> TASK BRIEF
Return each line of the records holding the string "nodes".

--------

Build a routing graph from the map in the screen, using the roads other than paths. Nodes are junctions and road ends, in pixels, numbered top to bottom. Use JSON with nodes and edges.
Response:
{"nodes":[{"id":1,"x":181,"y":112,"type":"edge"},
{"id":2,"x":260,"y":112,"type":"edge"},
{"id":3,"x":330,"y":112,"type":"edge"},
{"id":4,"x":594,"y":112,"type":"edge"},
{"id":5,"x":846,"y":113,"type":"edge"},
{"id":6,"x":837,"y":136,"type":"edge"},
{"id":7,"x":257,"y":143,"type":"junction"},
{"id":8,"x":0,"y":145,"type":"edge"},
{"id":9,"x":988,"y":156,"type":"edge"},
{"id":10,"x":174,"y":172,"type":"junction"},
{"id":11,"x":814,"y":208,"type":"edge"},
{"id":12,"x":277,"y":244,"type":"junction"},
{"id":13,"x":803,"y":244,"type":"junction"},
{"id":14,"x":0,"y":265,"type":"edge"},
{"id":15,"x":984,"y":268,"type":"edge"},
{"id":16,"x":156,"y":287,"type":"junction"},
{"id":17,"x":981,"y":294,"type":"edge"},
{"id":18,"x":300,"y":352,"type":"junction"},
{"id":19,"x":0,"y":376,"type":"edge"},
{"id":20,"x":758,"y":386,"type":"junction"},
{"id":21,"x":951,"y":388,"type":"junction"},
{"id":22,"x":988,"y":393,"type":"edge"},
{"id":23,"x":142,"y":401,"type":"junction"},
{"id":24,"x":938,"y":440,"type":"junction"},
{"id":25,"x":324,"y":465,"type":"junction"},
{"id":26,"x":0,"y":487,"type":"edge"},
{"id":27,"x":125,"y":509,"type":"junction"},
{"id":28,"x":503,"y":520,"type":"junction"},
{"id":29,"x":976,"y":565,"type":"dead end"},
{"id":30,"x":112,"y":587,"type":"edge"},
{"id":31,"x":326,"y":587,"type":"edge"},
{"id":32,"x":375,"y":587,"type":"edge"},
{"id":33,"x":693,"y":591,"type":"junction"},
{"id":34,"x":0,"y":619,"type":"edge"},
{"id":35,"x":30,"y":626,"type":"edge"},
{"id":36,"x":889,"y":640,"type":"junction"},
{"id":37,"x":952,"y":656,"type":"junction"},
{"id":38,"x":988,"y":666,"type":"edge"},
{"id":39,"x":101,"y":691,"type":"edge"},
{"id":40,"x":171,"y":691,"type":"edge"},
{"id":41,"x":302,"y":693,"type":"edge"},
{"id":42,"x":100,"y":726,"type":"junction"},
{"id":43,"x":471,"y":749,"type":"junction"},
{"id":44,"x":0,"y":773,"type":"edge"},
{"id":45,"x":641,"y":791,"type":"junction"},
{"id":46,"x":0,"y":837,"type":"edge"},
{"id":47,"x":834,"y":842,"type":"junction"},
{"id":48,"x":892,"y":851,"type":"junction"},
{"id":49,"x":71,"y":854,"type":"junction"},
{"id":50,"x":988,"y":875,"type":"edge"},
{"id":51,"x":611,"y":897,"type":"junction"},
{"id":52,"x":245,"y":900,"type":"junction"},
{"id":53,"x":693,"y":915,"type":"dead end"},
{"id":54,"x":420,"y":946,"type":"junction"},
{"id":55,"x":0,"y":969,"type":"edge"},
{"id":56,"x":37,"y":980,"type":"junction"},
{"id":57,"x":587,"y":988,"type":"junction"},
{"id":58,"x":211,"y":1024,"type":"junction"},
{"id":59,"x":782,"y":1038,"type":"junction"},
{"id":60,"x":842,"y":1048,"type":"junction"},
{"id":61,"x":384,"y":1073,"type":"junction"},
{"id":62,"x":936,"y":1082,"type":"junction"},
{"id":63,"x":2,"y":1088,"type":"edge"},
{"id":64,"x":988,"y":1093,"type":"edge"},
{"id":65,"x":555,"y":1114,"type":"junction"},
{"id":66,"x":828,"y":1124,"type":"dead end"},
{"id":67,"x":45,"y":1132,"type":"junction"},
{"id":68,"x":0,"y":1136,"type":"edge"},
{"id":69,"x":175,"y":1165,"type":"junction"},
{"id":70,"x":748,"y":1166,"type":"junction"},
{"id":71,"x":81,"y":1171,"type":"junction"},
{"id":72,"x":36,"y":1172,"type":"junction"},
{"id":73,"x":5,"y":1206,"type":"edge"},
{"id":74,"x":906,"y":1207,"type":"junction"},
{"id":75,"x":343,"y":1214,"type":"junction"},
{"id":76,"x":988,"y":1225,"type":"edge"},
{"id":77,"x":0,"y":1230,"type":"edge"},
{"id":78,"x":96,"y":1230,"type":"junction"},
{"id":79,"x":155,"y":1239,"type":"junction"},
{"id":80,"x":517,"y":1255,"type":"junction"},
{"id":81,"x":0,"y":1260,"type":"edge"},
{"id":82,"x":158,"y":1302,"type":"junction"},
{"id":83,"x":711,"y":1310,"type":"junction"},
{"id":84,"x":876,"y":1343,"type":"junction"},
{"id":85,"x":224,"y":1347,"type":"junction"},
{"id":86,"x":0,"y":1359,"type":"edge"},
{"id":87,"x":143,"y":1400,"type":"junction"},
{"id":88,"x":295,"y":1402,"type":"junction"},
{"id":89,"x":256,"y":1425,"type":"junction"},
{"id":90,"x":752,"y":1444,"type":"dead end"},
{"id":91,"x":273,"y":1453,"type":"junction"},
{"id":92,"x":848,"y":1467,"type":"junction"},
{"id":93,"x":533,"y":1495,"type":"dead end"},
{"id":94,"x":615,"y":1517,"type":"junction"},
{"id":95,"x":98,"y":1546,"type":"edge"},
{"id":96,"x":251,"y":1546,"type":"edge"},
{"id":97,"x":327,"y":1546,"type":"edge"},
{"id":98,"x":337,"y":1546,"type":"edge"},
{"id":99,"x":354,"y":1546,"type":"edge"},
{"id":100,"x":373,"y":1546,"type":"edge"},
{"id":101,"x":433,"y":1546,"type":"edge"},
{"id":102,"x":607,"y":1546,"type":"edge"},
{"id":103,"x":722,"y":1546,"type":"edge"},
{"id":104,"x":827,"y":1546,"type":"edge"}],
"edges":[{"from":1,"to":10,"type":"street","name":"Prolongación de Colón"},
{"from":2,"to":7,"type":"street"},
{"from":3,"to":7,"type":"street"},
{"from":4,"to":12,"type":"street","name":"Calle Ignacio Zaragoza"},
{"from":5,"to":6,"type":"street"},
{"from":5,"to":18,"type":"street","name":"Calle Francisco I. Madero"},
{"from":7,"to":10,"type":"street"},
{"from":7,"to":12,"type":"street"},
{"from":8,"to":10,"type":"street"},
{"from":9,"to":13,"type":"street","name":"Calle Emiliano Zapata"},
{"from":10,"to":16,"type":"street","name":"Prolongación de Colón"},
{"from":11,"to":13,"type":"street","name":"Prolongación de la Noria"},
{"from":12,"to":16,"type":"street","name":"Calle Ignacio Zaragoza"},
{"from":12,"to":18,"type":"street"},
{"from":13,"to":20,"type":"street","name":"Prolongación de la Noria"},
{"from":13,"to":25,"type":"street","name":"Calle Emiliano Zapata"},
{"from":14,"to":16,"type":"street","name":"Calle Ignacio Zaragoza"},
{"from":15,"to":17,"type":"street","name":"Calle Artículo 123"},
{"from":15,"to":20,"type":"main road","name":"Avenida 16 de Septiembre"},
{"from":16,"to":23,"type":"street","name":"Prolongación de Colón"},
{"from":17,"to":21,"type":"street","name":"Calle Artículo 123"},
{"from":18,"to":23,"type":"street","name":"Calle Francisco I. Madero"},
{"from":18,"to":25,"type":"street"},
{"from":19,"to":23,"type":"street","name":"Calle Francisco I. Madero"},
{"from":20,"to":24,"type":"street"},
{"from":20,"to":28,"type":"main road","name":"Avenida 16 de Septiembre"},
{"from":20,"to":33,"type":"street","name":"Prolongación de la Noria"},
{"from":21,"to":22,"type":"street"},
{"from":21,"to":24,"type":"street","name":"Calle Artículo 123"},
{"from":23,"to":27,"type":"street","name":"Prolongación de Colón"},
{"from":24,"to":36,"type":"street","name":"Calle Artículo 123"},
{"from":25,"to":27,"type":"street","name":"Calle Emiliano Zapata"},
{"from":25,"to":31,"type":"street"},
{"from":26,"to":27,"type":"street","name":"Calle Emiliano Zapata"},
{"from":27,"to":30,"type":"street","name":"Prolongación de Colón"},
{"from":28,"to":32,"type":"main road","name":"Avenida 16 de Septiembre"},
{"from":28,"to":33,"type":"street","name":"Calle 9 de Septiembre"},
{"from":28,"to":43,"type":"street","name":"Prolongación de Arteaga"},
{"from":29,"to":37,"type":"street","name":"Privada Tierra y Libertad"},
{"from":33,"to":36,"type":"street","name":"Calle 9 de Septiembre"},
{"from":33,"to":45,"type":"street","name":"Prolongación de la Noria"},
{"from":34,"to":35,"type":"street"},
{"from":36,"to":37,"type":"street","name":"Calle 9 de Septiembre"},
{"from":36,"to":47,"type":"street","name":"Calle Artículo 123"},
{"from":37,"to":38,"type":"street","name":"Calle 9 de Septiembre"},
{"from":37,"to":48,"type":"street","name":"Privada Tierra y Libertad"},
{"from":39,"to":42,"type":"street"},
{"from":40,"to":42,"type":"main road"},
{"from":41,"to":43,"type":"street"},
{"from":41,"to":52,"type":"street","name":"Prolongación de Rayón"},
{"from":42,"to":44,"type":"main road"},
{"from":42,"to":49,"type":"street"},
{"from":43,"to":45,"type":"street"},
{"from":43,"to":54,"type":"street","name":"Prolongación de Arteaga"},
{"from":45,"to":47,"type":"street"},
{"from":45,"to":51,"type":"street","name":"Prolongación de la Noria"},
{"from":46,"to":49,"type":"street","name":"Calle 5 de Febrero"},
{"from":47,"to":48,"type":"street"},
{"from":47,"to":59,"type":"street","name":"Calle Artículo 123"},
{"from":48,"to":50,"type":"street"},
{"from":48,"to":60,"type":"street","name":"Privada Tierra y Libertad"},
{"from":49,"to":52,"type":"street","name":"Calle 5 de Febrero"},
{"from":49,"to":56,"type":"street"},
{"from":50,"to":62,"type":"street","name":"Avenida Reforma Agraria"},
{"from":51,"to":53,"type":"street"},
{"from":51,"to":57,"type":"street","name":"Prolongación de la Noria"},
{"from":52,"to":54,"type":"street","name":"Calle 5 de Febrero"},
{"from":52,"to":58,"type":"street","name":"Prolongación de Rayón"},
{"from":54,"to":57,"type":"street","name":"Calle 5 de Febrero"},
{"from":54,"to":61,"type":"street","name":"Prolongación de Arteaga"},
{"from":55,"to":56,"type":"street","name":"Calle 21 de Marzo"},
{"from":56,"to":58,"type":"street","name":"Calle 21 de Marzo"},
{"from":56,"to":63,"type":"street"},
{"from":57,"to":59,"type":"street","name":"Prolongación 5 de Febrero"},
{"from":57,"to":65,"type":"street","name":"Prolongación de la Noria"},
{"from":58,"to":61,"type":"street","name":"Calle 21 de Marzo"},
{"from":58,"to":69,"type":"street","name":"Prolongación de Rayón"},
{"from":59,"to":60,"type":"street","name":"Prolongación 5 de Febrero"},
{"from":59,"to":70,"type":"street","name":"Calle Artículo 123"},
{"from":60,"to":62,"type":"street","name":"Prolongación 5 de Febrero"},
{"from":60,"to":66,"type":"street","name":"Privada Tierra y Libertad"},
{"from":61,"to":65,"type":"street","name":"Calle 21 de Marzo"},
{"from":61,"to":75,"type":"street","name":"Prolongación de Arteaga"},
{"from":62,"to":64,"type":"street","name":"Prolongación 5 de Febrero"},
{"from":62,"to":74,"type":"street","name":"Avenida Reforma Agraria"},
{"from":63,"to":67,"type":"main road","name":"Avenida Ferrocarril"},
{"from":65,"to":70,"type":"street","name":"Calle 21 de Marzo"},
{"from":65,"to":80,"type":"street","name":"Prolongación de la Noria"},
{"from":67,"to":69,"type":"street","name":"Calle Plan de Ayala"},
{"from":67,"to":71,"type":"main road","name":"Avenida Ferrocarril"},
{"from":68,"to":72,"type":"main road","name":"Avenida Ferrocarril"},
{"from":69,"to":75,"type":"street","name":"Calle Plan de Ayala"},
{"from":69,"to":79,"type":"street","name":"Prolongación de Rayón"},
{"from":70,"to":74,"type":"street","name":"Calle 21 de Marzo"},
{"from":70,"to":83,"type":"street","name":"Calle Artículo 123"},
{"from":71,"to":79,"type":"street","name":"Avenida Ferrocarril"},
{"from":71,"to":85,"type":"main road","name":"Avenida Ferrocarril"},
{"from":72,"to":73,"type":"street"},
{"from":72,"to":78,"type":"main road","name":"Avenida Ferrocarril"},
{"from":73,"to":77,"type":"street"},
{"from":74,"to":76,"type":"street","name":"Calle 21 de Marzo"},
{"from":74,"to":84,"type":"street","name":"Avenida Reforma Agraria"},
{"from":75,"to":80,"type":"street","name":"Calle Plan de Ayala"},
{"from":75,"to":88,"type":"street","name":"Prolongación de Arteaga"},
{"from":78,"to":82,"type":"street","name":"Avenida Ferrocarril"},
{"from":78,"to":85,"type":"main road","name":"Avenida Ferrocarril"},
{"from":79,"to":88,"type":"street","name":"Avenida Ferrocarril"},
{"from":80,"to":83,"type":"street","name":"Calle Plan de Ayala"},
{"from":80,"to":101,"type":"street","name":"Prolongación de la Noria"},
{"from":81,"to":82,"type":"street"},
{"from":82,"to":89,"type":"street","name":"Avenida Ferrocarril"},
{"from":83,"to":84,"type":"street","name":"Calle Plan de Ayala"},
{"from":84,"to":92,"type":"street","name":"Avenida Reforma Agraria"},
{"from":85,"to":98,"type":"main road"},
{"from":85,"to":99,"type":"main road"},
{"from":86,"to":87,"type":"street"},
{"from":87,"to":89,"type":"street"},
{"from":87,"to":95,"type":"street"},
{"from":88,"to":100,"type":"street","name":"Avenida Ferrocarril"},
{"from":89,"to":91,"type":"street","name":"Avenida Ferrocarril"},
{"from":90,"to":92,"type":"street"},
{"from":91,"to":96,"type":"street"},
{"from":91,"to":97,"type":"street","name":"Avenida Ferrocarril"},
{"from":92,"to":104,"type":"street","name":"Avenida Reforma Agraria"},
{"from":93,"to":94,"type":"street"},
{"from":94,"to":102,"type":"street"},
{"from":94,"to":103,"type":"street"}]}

--------

> FINISHED TASK
Build a routing graph from the map in the screen, using the roads other than paths. Nodes are junctions and road ends, in pixels, numbered top to bottom. Use JSON with nodes and edges.
{"nodes":[{"id":1,"x":181,"y":112,"type":"edge"},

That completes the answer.